§ **TASK**
The answer must be the complete listing, reproduced exactly.

§ **DATASET EXCERPTS**

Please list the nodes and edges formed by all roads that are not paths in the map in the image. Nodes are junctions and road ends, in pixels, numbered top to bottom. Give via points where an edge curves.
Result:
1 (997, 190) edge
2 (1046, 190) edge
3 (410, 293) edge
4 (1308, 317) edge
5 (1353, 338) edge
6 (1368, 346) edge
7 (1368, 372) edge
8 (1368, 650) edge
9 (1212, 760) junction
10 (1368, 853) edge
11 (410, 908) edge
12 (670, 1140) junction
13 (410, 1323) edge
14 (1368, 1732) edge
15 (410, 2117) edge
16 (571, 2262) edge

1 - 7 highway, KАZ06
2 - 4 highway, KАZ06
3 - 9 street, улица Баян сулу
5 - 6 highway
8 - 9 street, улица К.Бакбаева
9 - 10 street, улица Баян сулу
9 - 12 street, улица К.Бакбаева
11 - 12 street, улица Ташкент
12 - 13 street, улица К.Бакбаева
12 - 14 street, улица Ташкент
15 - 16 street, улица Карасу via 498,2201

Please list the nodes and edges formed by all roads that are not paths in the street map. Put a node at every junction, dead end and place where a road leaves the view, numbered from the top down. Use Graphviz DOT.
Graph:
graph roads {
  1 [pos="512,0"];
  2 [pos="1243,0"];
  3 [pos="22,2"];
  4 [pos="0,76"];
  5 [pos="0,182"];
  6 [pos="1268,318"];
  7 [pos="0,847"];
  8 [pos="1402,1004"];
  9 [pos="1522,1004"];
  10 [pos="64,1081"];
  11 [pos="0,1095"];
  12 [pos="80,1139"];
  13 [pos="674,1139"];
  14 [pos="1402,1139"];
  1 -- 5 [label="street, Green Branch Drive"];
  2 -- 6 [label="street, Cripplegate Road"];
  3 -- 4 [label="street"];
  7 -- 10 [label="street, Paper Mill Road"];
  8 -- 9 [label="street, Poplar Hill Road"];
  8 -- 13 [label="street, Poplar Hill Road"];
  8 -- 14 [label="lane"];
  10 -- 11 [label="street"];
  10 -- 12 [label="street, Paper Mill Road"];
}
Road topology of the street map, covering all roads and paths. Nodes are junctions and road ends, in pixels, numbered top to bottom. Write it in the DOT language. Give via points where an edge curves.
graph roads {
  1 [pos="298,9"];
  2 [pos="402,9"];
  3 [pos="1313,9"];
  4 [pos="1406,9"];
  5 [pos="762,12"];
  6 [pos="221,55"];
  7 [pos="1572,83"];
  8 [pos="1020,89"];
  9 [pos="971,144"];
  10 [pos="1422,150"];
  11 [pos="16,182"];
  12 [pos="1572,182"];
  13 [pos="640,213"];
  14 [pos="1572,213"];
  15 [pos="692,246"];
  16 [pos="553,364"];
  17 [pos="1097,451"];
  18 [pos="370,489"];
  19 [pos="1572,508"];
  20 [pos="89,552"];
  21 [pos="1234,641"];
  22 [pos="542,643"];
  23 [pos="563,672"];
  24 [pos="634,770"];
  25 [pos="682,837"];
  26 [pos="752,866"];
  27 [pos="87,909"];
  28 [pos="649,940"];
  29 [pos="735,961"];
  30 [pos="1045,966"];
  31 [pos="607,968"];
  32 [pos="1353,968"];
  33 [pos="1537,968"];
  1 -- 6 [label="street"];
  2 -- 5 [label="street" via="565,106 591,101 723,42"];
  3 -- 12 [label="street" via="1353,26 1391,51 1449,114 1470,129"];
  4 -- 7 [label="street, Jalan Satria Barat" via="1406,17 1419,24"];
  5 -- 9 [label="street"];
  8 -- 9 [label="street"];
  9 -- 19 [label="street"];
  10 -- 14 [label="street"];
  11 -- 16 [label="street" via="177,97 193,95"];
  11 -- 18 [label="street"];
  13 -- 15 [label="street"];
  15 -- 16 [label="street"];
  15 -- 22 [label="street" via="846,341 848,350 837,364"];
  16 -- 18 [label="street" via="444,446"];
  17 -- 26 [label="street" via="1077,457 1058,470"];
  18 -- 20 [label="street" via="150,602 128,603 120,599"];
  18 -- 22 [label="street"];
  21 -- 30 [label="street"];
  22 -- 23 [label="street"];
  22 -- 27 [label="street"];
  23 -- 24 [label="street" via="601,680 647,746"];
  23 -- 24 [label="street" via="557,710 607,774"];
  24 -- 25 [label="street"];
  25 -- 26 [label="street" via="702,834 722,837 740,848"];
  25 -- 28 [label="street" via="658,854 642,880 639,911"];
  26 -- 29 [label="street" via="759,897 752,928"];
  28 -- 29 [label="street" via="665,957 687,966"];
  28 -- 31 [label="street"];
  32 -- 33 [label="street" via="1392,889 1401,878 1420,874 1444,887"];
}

§ **RESULT FOR THIS EXERCISE**
Please list the nodes and edges formed by all roads that are not paths in the map in the image. Nodes are junctions and road ends, in pixels, numbered top to bottom. Give via points where an edge curves.
Result:
1 (997, 190) edge
2 (1046, 190) edge
3 (410, 293) edge
4 (1308, 317) edge
5 (1353, 338) edge
6 (1368, 346) edge
7 (1368, 372) edge
8 (1368, 650) edge
9 (1212, 760) junction
10 (1368, 853) edge
11 (410, 908) edge
12 (670, 1140) junction
13 (410, 1323) edge
14 (1368, 1732) edge
15 (410, 2117) edge
16 (571, 2262) edge

1 - 7 highway, KАZ06
2 - 4 highway, KАZ06
3 - 9 street, улица Баян сулу
5 - 6 highway
8 - 9 street, улица К.Бакбаева
9 - 10 street, улица Баян сулу
9 - 12 street, улица К.Бакбаева
11 - 12 street, улица Ташкент
12 - 13 street, улица К.Бакбаева
12 - 14 street, улица Ташкент
15 - 16 street, улица Карасу via 498,2201

Please list the nodes and edges formed by all roads that are not paths in the street map. Put a node at every junction, dead end and place where a road leaves the view, numbered from the top down. Use Graphviz DOT.
Graph:
graph roads {
  1 [pos="512,0"];
  2 [pos="1243,0"];
  3 [pos="22,2"];
  4 [pos="0,76"];
  5 [pos="0,182"];
  6 [pos="1268,318"];
  7 [pos="0,847"];
  8 [pos="1402,1004"];
  9 [pos="1522,1004"];
  10 [pos="64,1081"];
  11 [pos="0,1095"];
  12 [pos="80,1139"];
  13 [pos="674,1139"];
  14 [pos="1402,1139"];
  1 -- 5 [label="street, Green Branch Drive"];
  2 -- 6 [label="street, Cripplegate Road"];
  3 -- 4 [label="street"];
  7 -- 10 [label="street, Paper Mill Road"];
  8 -- 9 [label="street, Poplar Hill Road"];
  8 -- 13 [label="street, Poplar Hill Road"];
  8 -- 14 [label="lane"];
  10 -- 11 [label="street"];
  10 -- 12 [label="street, Paper Mill Road"];
}
Road topology of the street map, covering all roads and paths. Nodes are junctions and road ends, in pixels, numbered top to bottom. Write it in the DOT language. Give via points where an edge curves.
graph roads {
  1 [pos="298,9"];
  2 [pos="402,9"];
  3 [pos="1313,9"];
  4 [pos="1406,9"];
  5 [pos="762,12"];
  6 [pos="221,55"];
  7 [pos="1572,83"];
  8 [pos="1020,89"];
  9 [pos="971,144"];
  10 [pos="1422,150"];
  11 [pos="16,182"];
  12 [pos="1572,182"];
  13 [pos="640,213"];
  14 [pos="1572,213"];
  15 [pos="692,246"];
  16 [pos="553,364"];
  17 [pos="1097,451"];
  18 [pos="370,489"];
  19 [pos="1572,508"];
  20 [pos="89,552"];
  21 [pos="1234,641"];
  22 [pos="542,643"];
  23 [pos="563,672"];
  24 [pos="634,770"];
  25 [pos="682,837"];
  26 [pos="752,866"];
  27 [pos="87,909"];
  28 [pos="649,940"];
  29 [pos="735,961"];
  30 [pos="1045,966"];
  31 [pos="607,968"];
  32 [pos="1353,968"];
  33 [pos="1537,968"];
  1 -- 6 [label="street"];
  2 -- 5 [label="street" via="565,106 591,101 723,42"];
  3 -- 12 [label="street" via="1353,26 1391,51 1449,114 1470,129"];
  4 -- 7 [label="street, Jalan Satria Barat" via="1406,17 1419,24"];
  5 -- 9 [label="street"];
  8 -- 9 [label="street"];
  9 -- 19 [label="street"];
  10 -- 14 [label="street"];
  11 -- 16 [label="street" via="177,97 193,95"];
  11 -- 18 [label="street"];
  13 -- 15 [label="street"];
  15 -- 16 [label="street"];
  15 -- 22 [label="street" via="846,341 848,350 837,364"];
  16 -- 18 [label="street" via="444,446"];
  17 -- 26 [label="street" via="1077,457 1058,470"];
  18 -- 20 [label="street" via="150,602 128,603 120,599"];
  18 -- 22 [label="street"];
  21 -- 30 [label="street"];
  22 -- 23 [label="street"];
  22 -- 27 [label="street"];
  23 -- 24 [label="street" via="601,680 647,746"];
  23 -- 24 [label="street" via="557,710 607,774"];
  24 -- 25 [label="street"];
  25 -- 26 [label="street" via="702,834 722,837 740,848"];
  25 -- 28 [label="street" via="658,854 642,880 639,911"];
  26 -- 29 [label="street" via="759,897 752,928"];
  28 -- 29 [label="street" via="665,957 687,966"];
  28 -- 31 [label="street"];
  32 -- 33 [label="street" via="1392,889 1401,878 1420,874 1444,887"];
}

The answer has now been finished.